On 17.12.2021, The Tax & Transfers Public Institute posted an article by Christine Peacock entitled ‘What does it take to make a house new?’ Citing her peer reviewed article, she advocates a statutory solution based on the system in Canada. It is based on the cost of the work done, to the residential premises, adds to 50% or more of its resale value, then they will be regarded as new residential premises.

 


 

I’ve extracted a portion of the Institute’s Post, covering this.

 

Photo by Milivoj Kuhar on Unsplash https://bit.ly/3y8fgR0

 

When does a renovation make used residential premises new again?

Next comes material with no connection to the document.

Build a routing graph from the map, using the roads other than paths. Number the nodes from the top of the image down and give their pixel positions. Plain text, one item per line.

The question of when a renovation transforms used residential premises into new residential premises has been the subject of litigation in almost all GST jurisdictions in which such a distinction is made. This is an important issue given that housing services are so frequently consumed and expenditure on housing often comprises a large percentage of total consumption of an individual. There are also implications for whether a property developer or builder is entitled to claim input tax credits for costs relating to the purchase of the property, and work done on it. However, this is an issue which has been subject to little scholarly discussion.

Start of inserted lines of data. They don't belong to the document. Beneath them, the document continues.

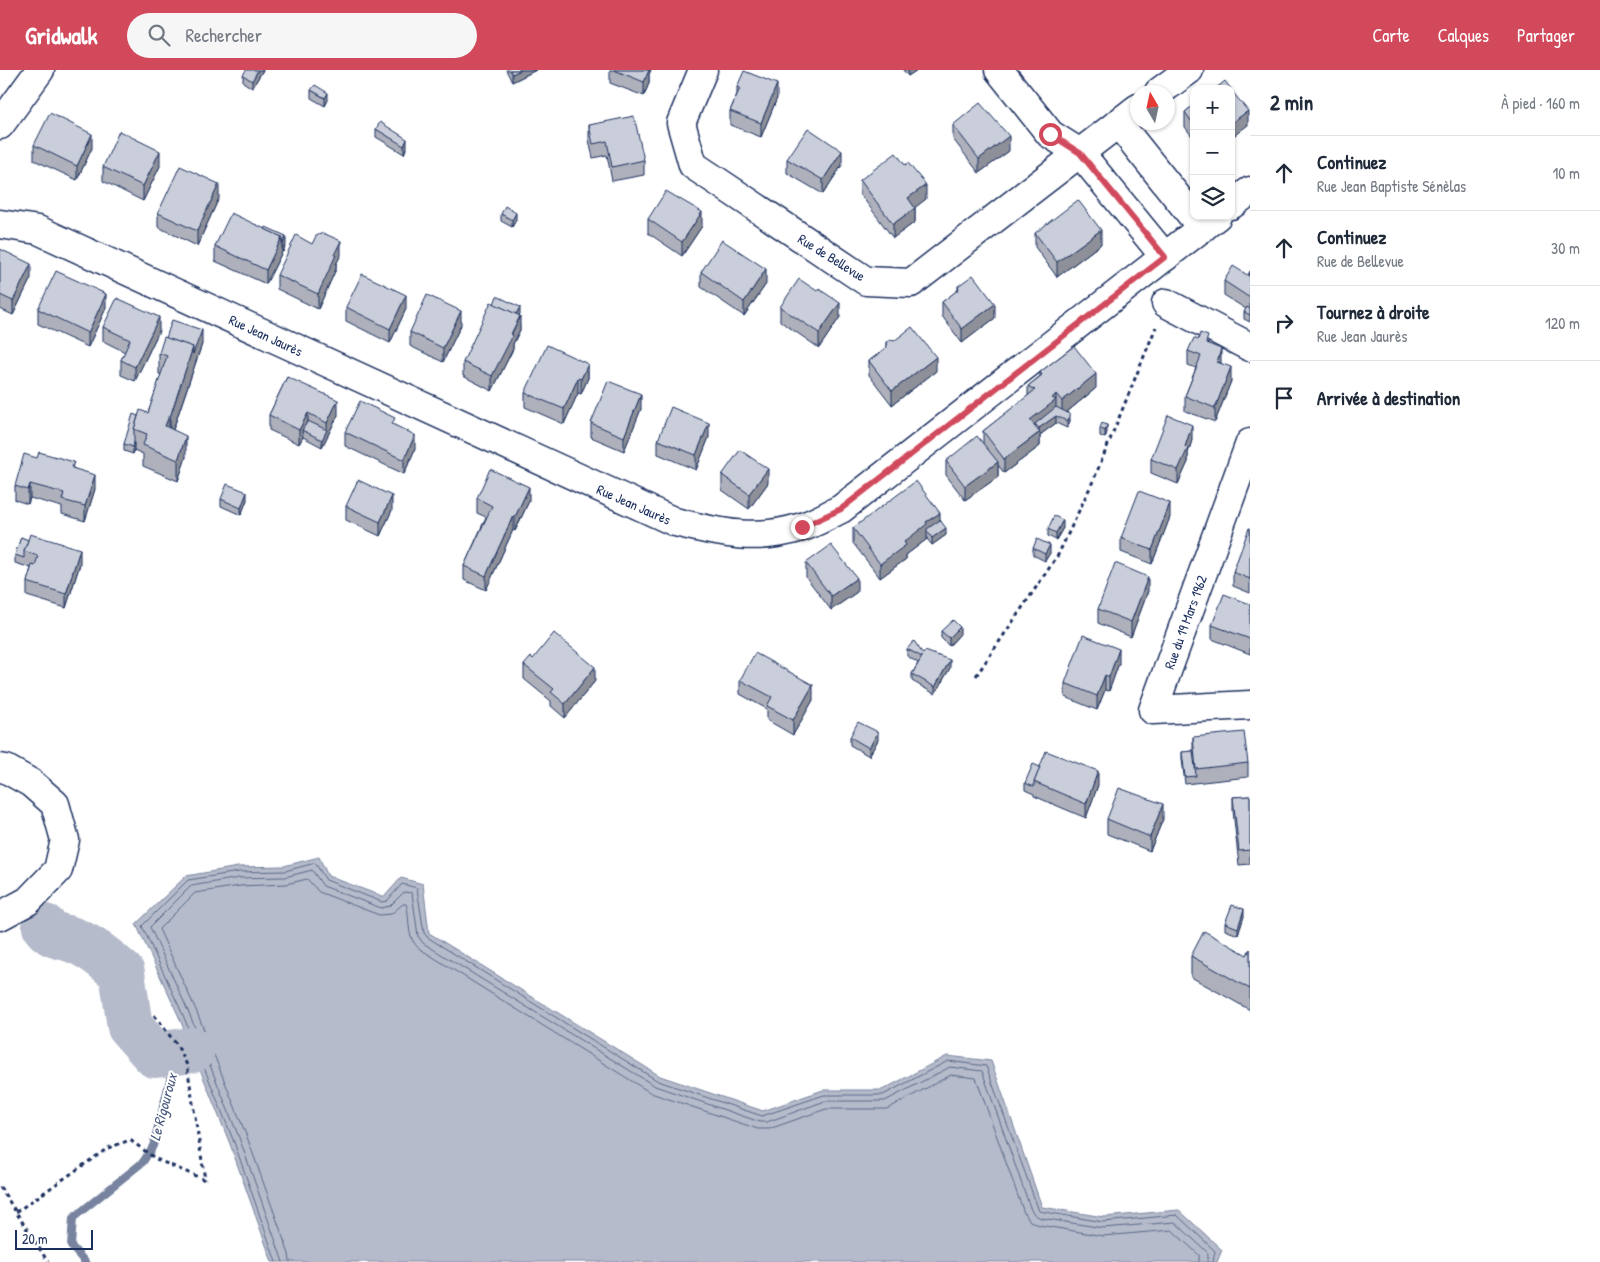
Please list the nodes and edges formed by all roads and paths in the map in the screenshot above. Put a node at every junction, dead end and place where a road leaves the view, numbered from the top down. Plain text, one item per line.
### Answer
1 (40, 70) edge
2 (703, 70) edge
3 (999, 70) edge
4 (1189, 70) edge
5 (1169, 85) edge
6 (1128, 116) edge
7 (0, 125) edge
8 (1080, 153) junction
9 (1250, 191) edge
10 (1235, 202) edge
11 (1210, 222) edge
12 (0, 224) edge
13 (1165, 257) junction
14 (1166, 303) joint
15 (1250, 347) edge
16 (1250, 443) edge
17 (976, 676) dead end
18 (1250, 705) edge
19 (0, 768) edge
20 (0, 916) edge
21 (154, 1015) dead end
22 (0, 1187) edge
23 (16, 1212) junction
24 (48, 1262) edge

1 - 7 street
2 - 8 street, Rue de Bellevue
3 - 8 street
4 - 5 street
6 - 8 street, Rue de Bellevue
6 - 11 street, Rue de Bellevue
8 - 13 street
9 - 10 street
11 - 13 street, Rue Jean Jaurès
12 - 13 street, Rue Jean Jaurès
14 - 15 street
14 - 17 path
16 - 18 street, Rue du 19 Mars 1962
19 - 20 street
21 - 23 path
22 - 23 path
23 - 24 path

My recent journal article provides a discussion of some of the main legal issues that have arisen in Australia, Canada and the European Union regarding the GST treatment of such supplies. It compares and evaluates the legal approaches taken in these jurisdictions to these issues by reference to the benchmark goal of creating a new taxing point where a substantial renovation has led to new value being added.

The analysis in this article indicates that whilst in some jurisdictions there have been legislative definitions of key terms and administrative guidance provided, the effect of this is sometimes unnecessarily restrictive. This produces results which are inconsistent with the goal where significant value is excluded from being regarded as leading to a new taxing point. Further, deciding whether work done to residential premises should lead to it being new again based on the facts of the situation leads to unnecessary uncertainty.

A statutory solution?

To provide certainty regarding the GST characterisation of renovations, a statutory rule is needed regarding when renovations will lead to the creation of a new taxing point. Like the statutory rules regarding capital allowances in Australia, the rule relating to the GST treatment of renovations could be based on a cost threshold. It could be that if the cost of the work done to the residential premises overtime adds up accumulatively to 50% or more of its resale value, then they will be regarded as new residential premises. If the cost of the work done is less than this, the resale of the residential premises will be input taxed or outside the scope of GST.

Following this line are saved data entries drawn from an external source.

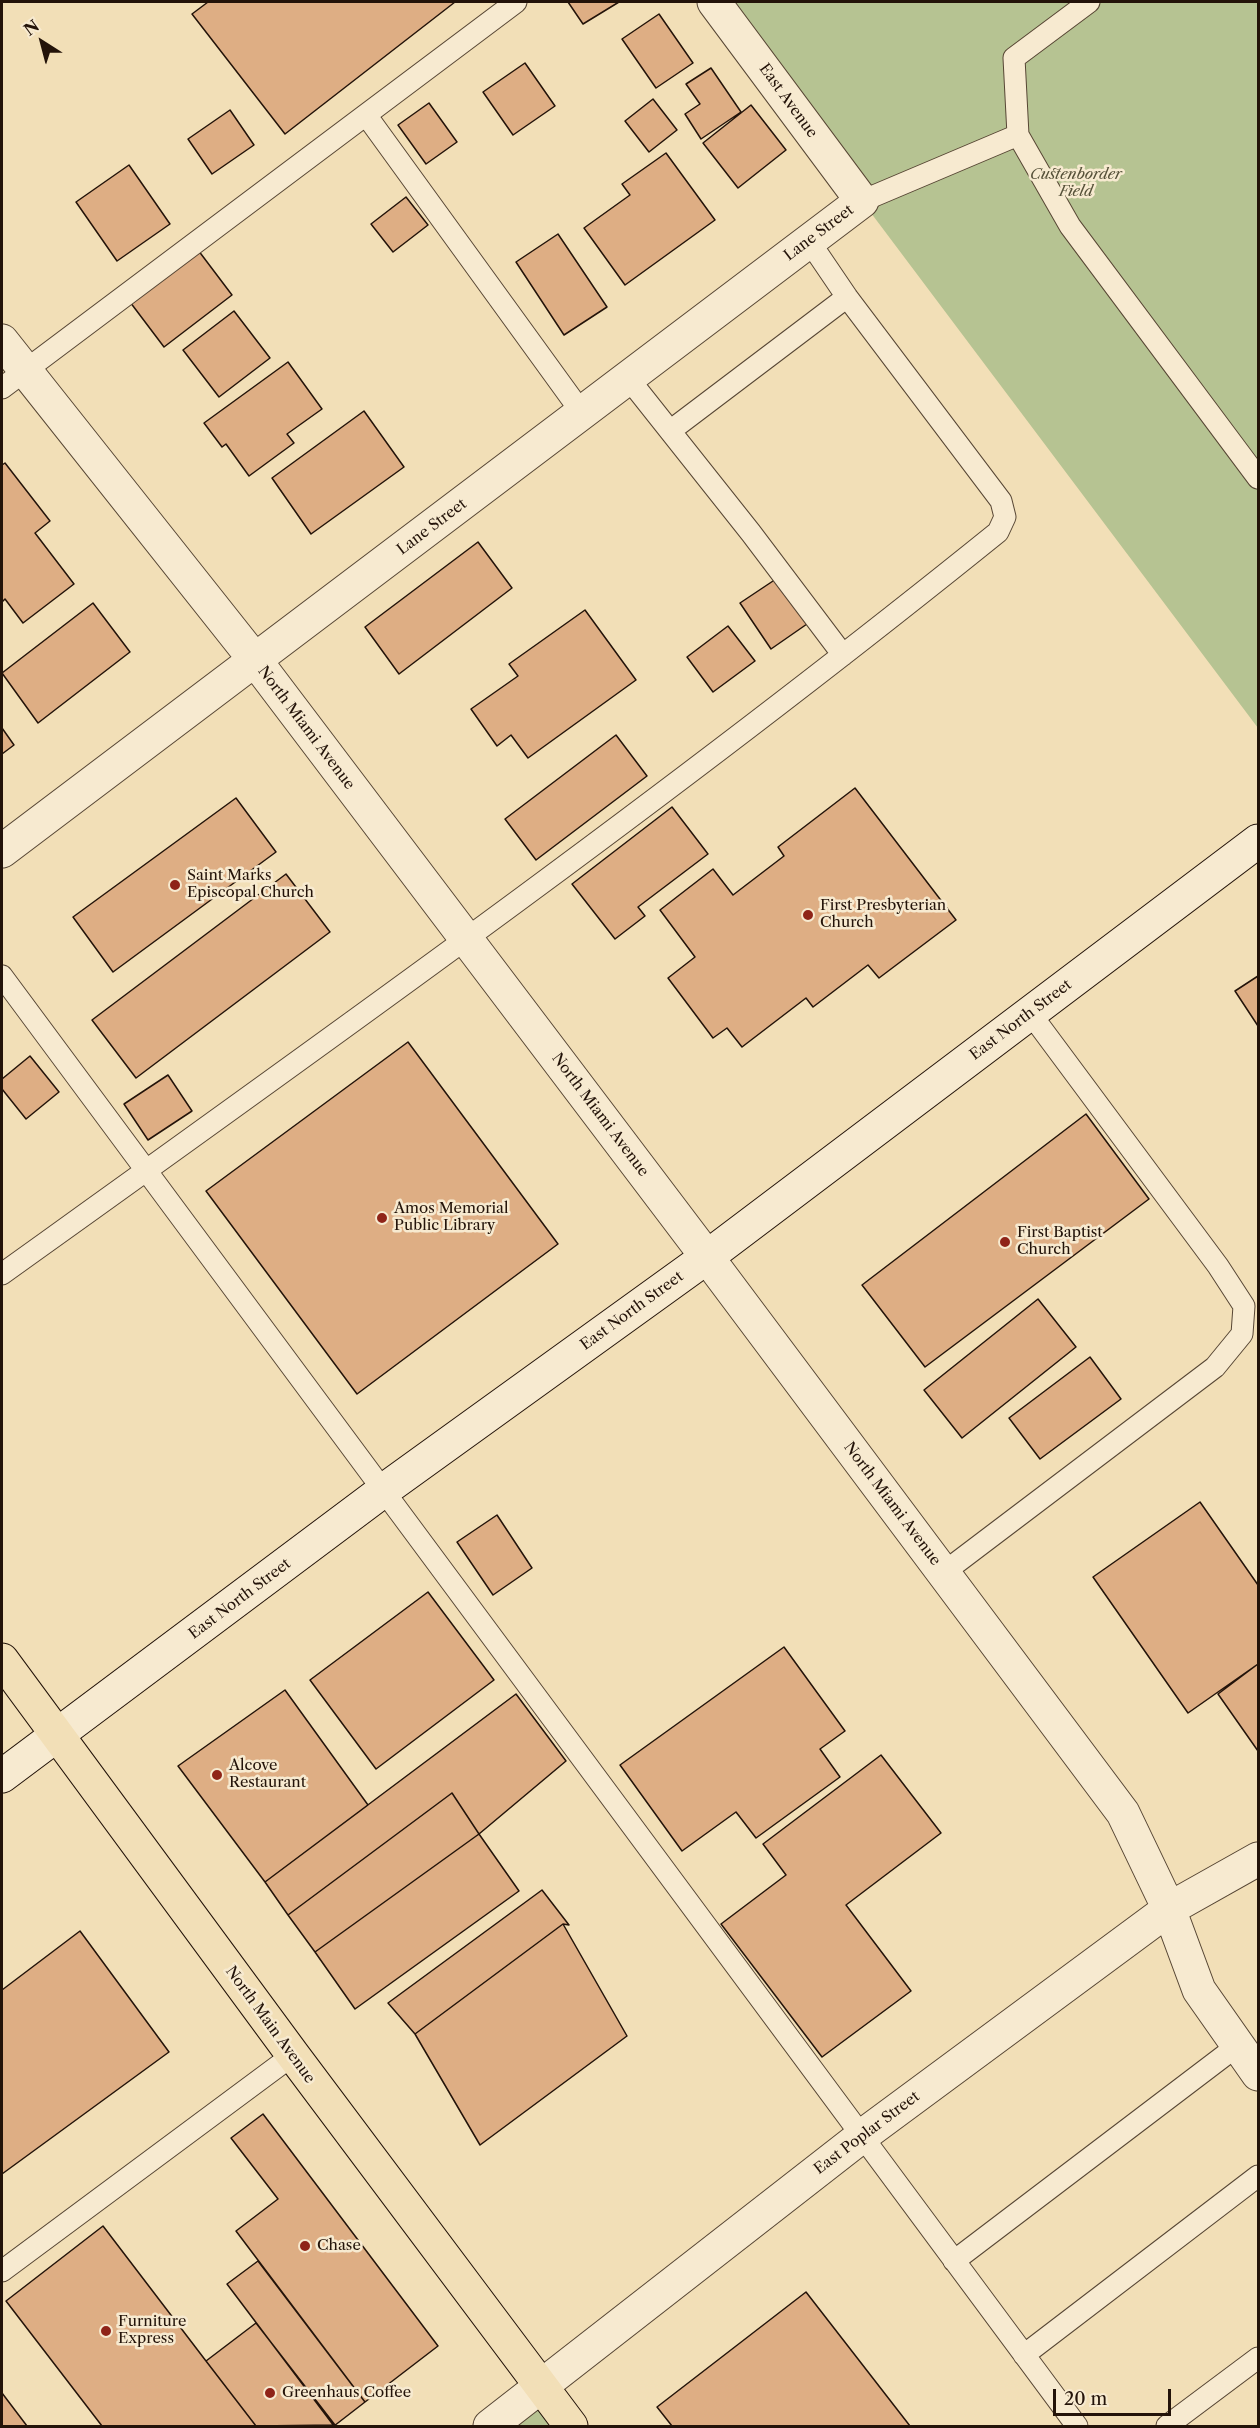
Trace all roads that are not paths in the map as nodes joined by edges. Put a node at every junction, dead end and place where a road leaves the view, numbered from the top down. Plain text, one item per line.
1 (516, 2) edge
2 (714, 2) edge
3 (1089, 2) edge
4 (366, 115) junction
5 (1018, 135) junction
6 (862, 201) junction
7 (809, 241) junction
8 (847, 297) junction
9 (2, 341) edge
10 (628, 378) junction
11 (13, 380) edge
12 (582, 413) junction
13 (670, 431) junction
14 (1258, 478) edge
15 (843, 655) junction
16 (255, 660) junction
17 (1258, 841) edge
18 (2, 852) edge
19 (465, 938) junction
20 (2, 976) edge
21 (1030, 1013) junction
22 (146, 1171) junction
23 (707, 1257) junction
24 (2, 1274) edge
25 (384, 1491) junction
26 (943, 1573) junction
27 (2, 1660) edge
28 (59, 1735) junction
29 (2, 1776) edge
30 (1258, 1859) edge
31 (1169, 1909) junction
32 (1237, 2046) junction
33 (292, 2055) junction
34 (1258, 2074) edge
35 (862, 2136) junction
36 (1258, 2176) edge
37 (954, 2261) junction
38 (2, 2271) edge
39 (1024, 2355) junction
40 (1258, 2358) edge
41 (541, 2388) junction
42 (490, 2427) edge
43 (571, 2427) edge
44 (1077, 2427) edge
45 (1167, 2427) edge

1 - 4 lane
2 - 6 street, East Avenue
3 - 5 lane
4 - 11 lane
4 - 12 lane
5 - 6 lane
5 - 14 lane
6 - 7 street, Lane Street
7 - 8 lane
7 - 10 street, Lane Street
8 - 13 lane
8 - 15 lane
9 - 11 street, North Miami Avenue
10 - 12 street, Lane Street
10 - 13 lane
11 - 16 street, North Miami Avenue
12 - 16 street, Lane Street
13 - 15 lane
15 - 19 lane
16 - 18 street, Lane Street
16 - 19 street, North Miami Avenue
17 - 21 street, East North Street
19 - 22 lane
19 - 23 street, North Miami Avenue
20 - 22 lane
21 - 23 street, East North Street
21 - 26 lane
22 - 24 lane
22 - 25 lane
23 - 25 street, East North Street
23 - 26 street, North Miami Avenue
25 - 28 street, East North Street
25 - 35 lane
26 - 31 street, North Miami Avenue
27 - 28 main road, North Main Avenue
28 - 29 street, East North Street
28 - 33 main road, North Main Avenue
30 - 31 street, East Poplar Street
31 - 32 street, North Miami Avenue
31 - 35 street, East Poplar Street
32 - 34 street, North Miami Avenue
32 - 37 lane
33 - 38 lane
33 - 41 main road, North Main Avenue
35 - 37 lane
35 - 41 street, East Poplar Street
36 - 39 lane
37 - 39 lane
39 - 44 lane
40 - 45 lane
41 - 42 street, East Poplar Street
41 - 43 main road, North Main Avenue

The reason for the threshold being as high as 50% is that it would exclude minor changes that do not add significant value from being regarded as resulting in a new taxing point. The rule would also mean that when residential premises that have been renovated are sold, most of the value bought by the new owner would relate to the value added to the property because of the renovation. The resale value is referred to in this recommended test as this is the value of the residential premises that renovations affect. It would not be easy for taxpayers to structure their affairs so that the costs of renovations add up to slightly less than 50%, as they would be unlikely to know the resale value at the time of the renovations.

The recommended 50% cost test bears some similarity to an administrative rule used in Canada which suggests that ‘generally, 90% or more of the interior of an existing house is the minimum that has to be removed or replaced to qualify as a substantial renovation’. It seems application of this rule sometimes has an unnecessarily restrictive effect, excluding significant value added to residential premises from being regarded as creating a new taxing point. On the other hand, the 50% cost test, whilst still involving an arbitrary percentage, is likely to result in outcomes which are more consistent with the benchmark goal. It would mean that most of the value purchased by the new owner would be attributable to value added to the residential premises, which means that it was not subject to GST on any previous sale.

The Canadian test also requires arbitrary judgments about whether enough of the interior of residential premises has been removed or replaced, whereas the recommended 50% cost test would be much more certain and easier to comply with and administer. Costs could be verified by receipts.

This article is based on Peacock, Christine, (2021), What does it take to make a house new? Australian Tax Review 50(1), pp. 22-42.

Christine Peacock is a Lecturer in Law at Federation University and a PhD candidate at the University of Canterbury. She has significant industry experience as a GST/VAT specialist, and has worked in the Asia Pacific region and Europe.